→ **STUDY MATERIAL**:
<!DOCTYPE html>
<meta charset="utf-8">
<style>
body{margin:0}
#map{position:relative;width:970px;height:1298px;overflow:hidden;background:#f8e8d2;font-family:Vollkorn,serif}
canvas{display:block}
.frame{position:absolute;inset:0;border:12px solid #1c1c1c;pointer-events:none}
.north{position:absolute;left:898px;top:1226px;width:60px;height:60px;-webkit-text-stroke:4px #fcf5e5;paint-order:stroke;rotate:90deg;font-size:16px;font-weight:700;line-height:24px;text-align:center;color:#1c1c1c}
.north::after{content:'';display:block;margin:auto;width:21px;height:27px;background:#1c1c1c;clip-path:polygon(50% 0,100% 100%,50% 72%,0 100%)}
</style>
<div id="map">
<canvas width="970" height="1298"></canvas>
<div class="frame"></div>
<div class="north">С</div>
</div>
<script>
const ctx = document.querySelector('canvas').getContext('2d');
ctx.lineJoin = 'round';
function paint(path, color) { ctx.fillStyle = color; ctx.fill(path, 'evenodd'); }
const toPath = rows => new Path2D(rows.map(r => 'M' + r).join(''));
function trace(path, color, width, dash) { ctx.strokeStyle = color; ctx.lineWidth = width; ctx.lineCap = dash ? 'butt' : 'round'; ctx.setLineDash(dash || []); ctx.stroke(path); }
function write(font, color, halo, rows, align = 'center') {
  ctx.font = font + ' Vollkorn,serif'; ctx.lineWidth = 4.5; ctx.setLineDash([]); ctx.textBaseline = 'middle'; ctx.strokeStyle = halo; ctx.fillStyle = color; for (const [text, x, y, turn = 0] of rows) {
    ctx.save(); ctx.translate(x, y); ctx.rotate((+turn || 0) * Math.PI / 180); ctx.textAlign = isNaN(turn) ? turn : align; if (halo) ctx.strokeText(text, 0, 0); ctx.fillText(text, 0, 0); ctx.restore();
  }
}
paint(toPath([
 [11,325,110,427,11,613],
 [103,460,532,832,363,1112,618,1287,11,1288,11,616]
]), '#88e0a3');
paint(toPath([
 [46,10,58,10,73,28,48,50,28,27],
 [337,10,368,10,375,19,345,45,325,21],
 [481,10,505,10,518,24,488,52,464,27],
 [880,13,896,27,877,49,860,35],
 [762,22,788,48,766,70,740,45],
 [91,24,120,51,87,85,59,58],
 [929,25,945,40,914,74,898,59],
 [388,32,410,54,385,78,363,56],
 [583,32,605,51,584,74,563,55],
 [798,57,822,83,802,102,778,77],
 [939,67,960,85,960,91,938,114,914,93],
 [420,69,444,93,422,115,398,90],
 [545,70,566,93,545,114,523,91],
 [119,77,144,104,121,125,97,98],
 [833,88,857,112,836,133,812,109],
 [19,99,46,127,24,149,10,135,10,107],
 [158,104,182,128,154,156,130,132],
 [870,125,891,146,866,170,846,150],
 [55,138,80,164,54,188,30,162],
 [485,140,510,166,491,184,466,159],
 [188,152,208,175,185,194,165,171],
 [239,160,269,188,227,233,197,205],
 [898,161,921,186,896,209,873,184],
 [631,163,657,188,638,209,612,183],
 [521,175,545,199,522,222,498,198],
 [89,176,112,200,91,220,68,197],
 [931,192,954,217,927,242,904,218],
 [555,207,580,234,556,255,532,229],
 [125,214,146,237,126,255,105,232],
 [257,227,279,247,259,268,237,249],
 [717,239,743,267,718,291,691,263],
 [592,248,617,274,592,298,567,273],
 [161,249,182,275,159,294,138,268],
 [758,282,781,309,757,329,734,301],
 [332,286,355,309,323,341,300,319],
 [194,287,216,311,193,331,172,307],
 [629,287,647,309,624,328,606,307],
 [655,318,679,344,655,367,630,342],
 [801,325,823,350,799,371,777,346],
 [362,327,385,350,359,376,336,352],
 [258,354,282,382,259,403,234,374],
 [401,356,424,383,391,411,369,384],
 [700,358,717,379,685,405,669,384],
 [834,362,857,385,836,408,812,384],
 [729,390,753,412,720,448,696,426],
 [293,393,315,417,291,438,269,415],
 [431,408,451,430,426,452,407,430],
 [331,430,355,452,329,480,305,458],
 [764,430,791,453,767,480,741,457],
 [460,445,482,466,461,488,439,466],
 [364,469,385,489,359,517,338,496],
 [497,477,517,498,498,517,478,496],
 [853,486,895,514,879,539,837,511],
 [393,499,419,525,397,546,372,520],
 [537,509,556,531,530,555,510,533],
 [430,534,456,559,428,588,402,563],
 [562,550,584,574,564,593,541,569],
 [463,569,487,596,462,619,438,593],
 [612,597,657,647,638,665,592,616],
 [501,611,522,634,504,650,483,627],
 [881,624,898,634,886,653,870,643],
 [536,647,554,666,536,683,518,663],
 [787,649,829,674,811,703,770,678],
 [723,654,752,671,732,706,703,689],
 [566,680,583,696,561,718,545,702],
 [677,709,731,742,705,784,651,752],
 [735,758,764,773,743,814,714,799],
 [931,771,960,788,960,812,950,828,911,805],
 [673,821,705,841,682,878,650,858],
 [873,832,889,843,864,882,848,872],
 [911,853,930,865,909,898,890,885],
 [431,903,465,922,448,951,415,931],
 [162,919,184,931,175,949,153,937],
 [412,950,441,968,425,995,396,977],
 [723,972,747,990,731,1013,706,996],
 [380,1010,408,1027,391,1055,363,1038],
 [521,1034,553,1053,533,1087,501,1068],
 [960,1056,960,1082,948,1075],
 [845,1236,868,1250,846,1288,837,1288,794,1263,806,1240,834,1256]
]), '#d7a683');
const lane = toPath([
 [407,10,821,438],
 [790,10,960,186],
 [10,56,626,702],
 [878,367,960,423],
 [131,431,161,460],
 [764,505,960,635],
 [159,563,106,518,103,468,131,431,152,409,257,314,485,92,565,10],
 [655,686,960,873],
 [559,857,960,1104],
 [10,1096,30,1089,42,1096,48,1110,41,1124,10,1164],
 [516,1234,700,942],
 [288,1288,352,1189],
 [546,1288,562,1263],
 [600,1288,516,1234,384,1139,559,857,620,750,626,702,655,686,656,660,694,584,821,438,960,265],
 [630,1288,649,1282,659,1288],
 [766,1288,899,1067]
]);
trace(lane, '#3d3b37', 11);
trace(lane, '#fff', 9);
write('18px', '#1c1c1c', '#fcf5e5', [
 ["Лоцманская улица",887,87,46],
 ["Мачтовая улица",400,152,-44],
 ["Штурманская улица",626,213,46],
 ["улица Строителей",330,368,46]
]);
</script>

→ **PROBLEM REQUIREMENTS**: Extract exactly and only the lines above from the line containing "function trace(path, color, width, dash)" through the line containing "function write(font, color, halo, rows, align", both end lines included.

→ **SOLVED PROBLEM**:
function trace(path, color, width, dash) { ctx.strokeStyle = color; ctx.lineWidth = width; ctx.lineCap = dash ? 'butt' : 'round'; ctx.setLineDash(dash || []); ctx.stroke(path); }
function write(font, color, halo, rows, align = 'center') {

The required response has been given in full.